● What the task requires: Check every line below for the word "lane" and copy each one that has it.
▬▬▬
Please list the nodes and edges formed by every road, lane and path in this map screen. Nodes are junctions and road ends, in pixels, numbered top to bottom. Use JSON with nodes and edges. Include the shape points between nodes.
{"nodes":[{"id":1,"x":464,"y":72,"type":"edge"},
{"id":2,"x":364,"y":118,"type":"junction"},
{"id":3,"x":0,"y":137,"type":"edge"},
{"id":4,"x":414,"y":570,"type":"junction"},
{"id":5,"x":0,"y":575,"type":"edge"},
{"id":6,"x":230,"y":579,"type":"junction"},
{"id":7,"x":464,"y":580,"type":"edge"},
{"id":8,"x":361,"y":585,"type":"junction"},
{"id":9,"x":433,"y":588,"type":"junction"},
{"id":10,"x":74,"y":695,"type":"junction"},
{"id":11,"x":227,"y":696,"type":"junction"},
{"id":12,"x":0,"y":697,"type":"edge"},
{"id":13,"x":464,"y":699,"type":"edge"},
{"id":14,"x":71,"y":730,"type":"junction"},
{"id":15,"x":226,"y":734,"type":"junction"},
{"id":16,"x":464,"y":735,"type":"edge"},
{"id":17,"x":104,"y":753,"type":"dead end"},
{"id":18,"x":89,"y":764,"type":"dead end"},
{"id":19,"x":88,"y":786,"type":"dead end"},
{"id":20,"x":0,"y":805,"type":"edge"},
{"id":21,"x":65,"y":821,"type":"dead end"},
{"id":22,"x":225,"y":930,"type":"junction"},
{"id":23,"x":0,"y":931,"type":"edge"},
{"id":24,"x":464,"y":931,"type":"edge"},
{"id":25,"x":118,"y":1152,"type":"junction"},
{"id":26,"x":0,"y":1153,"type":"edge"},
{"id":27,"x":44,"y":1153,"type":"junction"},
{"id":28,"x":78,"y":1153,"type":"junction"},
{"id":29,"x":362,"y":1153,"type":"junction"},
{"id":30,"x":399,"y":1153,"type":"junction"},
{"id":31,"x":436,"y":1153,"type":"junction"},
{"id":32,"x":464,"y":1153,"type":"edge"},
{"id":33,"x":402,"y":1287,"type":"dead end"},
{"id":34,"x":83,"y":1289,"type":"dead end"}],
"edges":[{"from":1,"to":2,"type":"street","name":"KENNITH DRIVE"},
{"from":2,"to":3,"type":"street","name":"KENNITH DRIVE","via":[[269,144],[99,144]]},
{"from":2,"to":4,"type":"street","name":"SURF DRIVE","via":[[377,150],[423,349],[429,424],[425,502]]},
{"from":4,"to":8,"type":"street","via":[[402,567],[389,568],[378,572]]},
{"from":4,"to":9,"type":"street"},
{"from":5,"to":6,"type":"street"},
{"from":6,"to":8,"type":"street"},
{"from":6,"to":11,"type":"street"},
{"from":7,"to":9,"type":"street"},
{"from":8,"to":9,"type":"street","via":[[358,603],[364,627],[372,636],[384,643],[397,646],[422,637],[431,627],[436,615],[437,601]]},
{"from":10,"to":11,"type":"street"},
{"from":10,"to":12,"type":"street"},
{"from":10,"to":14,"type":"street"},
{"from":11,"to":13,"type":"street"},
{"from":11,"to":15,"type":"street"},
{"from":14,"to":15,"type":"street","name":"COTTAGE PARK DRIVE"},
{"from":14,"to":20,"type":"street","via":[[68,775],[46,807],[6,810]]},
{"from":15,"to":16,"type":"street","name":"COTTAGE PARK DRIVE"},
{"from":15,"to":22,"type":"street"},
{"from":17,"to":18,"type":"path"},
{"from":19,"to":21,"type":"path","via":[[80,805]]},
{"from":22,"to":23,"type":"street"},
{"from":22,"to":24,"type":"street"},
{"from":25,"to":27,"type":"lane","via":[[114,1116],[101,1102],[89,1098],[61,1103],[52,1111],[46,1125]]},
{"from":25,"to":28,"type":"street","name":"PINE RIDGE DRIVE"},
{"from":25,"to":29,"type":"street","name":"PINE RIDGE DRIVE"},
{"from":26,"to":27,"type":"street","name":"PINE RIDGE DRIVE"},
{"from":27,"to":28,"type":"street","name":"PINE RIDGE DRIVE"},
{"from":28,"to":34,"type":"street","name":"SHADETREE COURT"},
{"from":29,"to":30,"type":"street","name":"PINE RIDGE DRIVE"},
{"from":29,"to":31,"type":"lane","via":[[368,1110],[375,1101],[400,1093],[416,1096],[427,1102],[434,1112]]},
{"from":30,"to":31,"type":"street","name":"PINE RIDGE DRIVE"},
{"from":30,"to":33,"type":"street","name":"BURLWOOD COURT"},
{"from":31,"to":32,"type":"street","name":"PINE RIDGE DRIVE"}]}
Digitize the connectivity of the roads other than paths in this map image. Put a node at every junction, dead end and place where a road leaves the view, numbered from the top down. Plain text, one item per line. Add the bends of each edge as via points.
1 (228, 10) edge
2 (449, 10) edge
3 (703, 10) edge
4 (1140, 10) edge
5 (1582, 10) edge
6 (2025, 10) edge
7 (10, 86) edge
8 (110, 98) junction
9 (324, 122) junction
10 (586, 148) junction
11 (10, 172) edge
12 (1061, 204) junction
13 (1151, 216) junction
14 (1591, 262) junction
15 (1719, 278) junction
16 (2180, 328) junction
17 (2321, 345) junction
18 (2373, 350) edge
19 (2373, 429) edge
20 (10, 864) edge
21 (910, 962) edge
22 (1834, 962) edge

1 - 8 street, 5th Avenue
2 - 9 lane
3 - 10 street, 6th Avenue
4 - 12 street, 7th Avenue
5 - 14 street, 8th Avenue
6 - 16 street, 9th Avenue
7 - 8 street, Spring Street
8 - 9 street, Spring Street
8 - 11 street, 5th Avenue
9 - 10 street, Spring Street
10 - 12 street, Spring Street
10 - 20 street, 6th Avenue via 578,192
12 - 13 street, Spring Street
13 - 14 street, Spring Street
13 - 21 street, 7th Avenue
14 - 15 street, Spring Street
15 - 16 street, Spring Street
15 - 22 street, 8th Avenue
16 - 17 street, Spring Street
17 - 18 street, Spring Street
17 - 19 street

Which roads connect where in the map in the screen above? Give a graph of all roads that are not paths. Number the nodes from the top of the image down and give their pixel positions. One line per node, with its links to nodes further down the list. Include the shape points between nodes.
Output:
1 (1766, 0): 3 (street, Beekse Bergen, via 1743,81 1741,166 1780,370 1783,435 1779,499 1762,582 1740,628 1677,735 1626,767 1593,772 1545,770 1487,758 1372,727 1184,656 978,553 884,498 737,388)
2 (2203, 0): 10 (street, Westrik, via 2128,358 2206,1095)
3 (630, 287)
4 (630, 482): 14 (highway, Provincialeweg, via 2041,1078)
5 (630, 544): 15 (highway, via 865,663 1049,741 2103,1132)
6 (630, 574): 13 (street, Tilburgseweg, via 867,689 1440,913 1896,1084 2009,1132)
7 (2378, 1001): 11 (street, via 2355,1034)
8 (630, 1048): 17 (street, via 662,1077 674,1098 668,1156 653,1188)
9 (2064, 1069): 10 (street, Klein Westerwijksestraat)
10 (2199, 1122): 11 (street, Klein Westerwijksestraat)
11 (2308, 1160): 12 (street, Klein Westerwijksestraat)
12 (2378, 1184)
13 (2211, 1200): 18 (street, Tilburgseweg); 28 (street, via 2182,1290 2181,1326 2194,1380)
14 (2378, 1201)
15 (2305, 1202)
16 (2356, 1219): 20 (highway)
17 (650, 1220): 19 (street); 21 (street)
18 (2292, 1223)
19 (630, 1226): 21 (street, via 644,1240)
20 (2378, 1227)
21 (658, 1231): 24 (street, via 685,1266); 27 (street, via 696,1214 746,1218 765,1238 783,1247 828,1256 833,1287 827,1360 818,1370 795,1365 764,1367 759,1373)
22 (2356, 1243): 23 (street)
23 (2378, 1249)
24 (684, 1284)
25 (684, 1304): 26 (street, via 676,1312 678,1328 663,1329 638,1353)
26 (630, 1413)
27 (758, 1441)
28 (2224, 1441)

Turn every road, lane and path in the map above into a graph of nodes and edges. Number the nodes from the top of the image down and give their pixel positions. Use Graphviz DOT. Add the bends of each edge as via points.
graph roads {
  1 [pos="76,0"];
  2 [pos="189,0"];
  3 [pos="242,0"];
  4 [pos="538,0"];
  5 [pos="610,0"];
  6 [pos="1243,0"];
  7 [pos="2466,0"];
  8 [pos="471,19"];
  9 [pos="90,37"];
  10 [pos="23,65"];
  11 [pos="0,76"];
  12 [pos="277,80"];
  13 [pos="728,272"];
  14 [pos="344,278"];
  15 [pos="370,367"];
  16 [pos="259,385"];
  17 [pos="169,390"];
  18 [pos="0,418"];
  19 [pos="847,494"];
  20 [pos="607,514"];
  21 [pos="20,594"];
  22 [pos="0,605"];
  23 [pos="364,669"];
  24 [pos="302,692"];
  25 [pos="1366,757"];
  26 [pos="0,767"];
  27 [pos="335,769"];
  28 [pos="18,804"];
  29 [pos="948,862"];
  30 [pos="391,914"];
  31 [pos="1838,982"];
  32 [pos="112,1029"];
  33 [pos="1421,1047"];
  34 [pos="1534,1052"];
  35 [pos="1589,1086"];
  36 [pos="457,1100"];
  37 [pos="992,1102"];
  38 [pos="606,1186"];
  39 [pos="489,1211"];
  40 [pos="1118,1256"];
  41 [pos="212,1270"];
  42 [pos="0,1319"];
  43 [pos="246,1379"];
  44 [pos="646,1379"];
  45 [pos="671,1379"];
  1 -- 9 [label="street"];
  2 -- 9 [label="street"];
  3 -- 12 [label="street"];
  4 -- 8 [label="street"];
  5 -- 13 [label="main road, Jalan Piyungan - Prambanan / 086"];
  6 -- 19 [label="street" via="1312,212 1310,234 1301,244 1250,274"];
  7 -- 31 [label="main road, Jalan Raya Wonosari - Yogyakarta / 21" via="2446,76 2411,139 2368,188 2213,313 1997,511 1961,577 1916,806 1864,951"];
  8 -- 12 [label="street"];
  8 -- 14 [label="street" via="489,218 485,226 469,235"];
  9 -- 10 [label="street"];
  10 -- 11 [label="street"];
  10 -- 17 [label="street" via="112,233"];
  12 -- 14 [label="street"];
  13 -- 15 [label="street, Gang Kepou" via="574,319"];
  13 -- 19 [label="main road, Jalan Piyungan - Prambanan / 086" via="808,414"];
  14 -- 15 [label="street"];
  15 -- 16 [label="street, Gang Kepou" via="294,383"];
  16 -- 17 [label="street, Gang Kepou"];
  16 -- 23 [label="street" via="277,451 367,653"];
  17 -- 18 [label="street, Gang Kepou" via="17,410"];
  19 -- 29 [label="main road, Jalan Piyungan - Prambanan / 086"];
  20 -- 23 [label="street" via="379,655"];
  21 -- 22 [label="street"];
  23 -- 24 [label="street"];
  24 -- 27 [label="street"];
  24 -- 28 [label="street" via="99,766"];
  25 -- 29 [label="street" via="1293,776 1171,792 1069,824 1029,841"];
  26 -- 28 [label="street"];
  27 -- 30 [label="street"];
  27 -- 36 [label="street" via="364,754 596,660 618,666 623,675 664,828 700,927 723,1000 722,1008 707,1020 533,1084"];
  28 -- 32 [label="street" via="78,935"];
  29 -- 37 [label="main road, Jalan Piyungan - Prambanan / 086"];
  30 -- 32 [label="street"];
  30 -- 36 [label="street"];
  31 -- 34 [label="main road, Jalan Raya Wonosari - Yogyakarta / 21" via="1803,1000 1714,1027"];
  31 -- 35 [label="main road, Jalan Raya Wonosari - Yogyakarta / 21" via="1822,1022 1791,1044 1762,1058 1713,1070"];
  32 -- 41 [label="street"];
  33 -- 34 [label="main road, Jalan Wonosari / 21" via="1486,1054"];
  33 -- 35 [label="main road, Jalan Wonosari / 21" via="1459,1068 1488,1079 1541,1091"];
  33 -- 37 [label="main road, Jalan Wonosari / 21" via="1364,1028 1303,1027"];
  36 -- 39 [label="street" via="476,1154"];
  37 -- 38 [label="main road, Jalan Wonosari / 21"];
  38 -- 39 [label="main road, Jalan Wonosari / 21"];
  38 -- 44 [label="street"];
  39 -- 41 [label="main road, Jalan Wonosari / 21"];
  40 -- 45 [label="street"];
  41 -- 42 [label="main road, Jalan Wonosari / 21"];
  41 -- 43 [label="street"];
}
▬▬▬
● Task result:
Please list the nodes and edges formed by every road, lane and path in this map screen. Nodes are junctions and road ends, in pixels, numbered top to bottom. Use JSON with nodes and edges. Include the shape points between nodes.
{"from":25,"to":27,"type":"lane","via":[[114,1116],[101,1102],[89,1098],[61,1103],[52,1111],[46,1125]]},
{"from":29,"to":31,"type":"lane","via":[[368,1110],[375,1101],[400,1093],[416,1096],[427,1102],[434,1112]]},
2 - 9 lane
Turn every road, lane and path in the map above into a graph of nodes and edges. Number the nodes from the top of the image down and give their pixel positions. Use Graphviz DOT. Add the bends of each edge as via points.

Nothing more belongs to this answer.